Step 9: Modify Your Comb
Use diagonal cutters to remove two inches worth of teeth from one side of your comb. However, I found it is beneficial to leave a few teeth on right at the edge. Later on, these few extra teeth will help act as a safe guard to keep the comb on track.
When you are done removing teeth, sand that section of the comb smooth.
Lastly, drill an 1/8" hole on the opposite edge.
Step 10: Attach Your Comb
Pass a screw through the hole you drilled in the step prior.
Once it is passed through, place 2 - 4 washers on it. The point of these washers is to push the comb towards the other section of ruler (once mounted).

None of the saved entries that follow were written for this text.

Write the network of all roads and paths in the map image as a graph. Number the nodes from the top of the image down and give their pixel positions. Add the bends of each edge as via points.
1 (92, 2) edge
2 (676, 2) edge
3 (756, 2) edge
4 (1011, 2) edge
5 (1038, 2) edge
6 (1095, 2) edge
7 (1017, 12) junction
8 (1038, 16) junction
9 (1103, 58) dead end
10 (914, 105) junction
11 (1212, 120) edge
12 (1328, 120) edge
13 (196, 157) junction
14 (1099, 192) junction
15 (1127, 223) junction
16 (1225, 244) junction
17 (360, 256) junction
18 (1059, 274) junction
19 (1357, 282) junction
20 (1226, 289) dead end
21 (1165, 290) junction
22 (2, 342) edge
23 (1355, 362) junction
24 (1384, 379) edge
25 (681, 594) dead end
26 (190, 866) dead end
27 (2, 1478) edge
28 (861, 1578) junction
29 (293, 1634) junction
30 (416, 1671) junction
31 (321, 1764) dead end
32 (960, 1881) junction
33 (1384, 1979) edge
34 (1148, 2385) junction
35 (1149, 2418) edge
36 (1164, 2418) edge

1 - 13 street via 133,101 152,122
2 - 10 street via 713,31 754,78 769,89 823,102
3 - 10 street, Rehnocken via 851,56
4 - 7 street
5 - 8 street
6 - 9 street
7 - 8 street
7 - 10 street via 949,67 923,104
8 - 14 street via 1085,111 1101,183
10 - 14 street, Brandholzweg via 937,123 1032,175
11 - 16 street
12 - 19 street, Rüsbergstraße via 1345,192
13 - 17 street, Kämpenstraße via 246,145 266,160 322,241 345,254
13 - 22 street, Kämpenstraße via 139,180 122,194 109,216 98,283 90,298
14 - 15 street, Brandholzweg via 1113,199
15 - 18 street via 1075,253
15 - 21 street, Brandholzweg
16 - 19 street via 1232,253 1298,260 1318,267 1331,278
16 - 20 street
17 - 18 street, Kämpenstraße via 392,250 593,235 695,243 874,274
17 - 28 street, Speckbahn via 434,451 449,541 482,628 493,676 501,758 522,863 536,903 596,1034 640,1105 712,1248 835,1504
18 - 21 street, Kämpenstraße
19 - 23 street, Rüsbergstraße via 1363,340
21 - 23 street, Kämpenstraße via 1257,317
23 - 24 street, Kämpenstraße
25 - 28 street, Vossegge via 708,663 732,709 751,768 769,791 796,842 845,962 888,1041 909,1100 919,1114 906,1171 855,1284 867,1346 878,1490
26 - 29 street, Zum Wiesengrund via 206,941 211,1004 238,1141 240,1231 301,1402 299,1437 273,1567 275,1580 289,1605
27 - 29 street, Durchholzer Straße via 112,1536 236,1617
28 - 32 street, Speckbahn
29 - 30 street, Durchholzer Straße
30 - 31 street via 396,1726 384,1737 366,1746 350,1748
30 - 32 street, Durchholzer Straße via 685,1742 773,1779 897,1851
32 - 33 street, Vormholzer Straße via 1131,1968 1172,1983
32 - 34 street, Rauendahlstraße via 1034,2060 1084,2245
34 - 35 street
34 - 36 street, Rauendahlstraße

Next, pass the screw through the middle hole, in the section of ruler with the motor, from the inside out. Use your bolt to securely fasten it in place.
Step 11: Wire Up the Switch
Remove your switches' mount nut and insert it into the 1/4" hole on the servo horn section of ruler, Make certain to pass it through, such that the switch lever is facing inwards. Lock it in place with its mounting nut.
Solder a red wire from the bottom left corner pin to the top right. Solder a black wire from the bottom right, to the top left.
While you're at it solder the red wire from your motor to the pin on the bottom of the switch with the red wire and the black wire from the motor to the pin on the bottom with the black wire.
Lastly, solder a long red wire to the middle pin on the side with the red motor wire and a long black wire to the middle pin on the side with the black motor wire.
If you are confused, just look at the wiring diagram below.
Step 12: Standoff
Mount the standoff to the servo horn section of the ruler such that it is facing inwards in the same direction as the lever switch.
The comb will rest atop the standoff.
Step 13: Spacers
Take your ballpoint pen and remove the ink cartridge such that you are left with a hollow tube.
With a razor blade, cut down on the tube creating two 1" sections.
Take the two sections and cut them in half, creating four 1/2" sections.
Step 14: Remove the Wheels
Take your two casters and remove the wheels.
Set the wheels aside for some later project.
Step 15: Pivots
Center the caster frame atop your plastic container.
Use the holes in the caster as guides for drilling 1/8" holes in the lid of the container.
Zip tie the caster frame in place to create pivots.
Step 16: Power Box
On one of the plastic container lids, drill an 1/8" hole in the corner.
Place the battery holder inside and pass the power wires through the hole.
(I know that it shows batteries in the holder, but I recommend not inserting batteries before you solder.)
Step 17: Put It All Together
Using the caster mounting hardware and the pen spacers, attach the rulers to the plastic containers.
Basically, the ruler should have a pen spacer on each side to hold it in place. If it seems loose or tipsy, insert metal washers between the spacer and the ruler until it is not.
Step 18: Power Connections
Before you start, make sure at least one battery is not in the battery holder or the motor will turn on, making your job here very difficult.
Solder the red wire from the switch to the red wire from the battery holder and cover it with electrical tape.
Solder the black wire from the switch to the black wire from the battery holder and cover it with tape as well.
Step 19: How It Works
Basically, it works by reversing the direction of the motor each time the comb hits the switch, which, in turn, forces its "feet" to slide back and forth. Since one side is weighted down with the batteries, it has more forward momentum in one particular direction.
So, as the motor turns, the comb slides to one end and hits the switch. This then causes the comb to slide back to the other end, to hit the switch once more. Rinse. Repeat.
If you find that the motor does not reverse when the switch is pressed and the bot folds itself up into an ugly mess, first REMOVE THE BATTERY! Once you have done that, rotate the switch 180 degrees. Now put the battery back in. When the switch is pressed, it should reverse direction.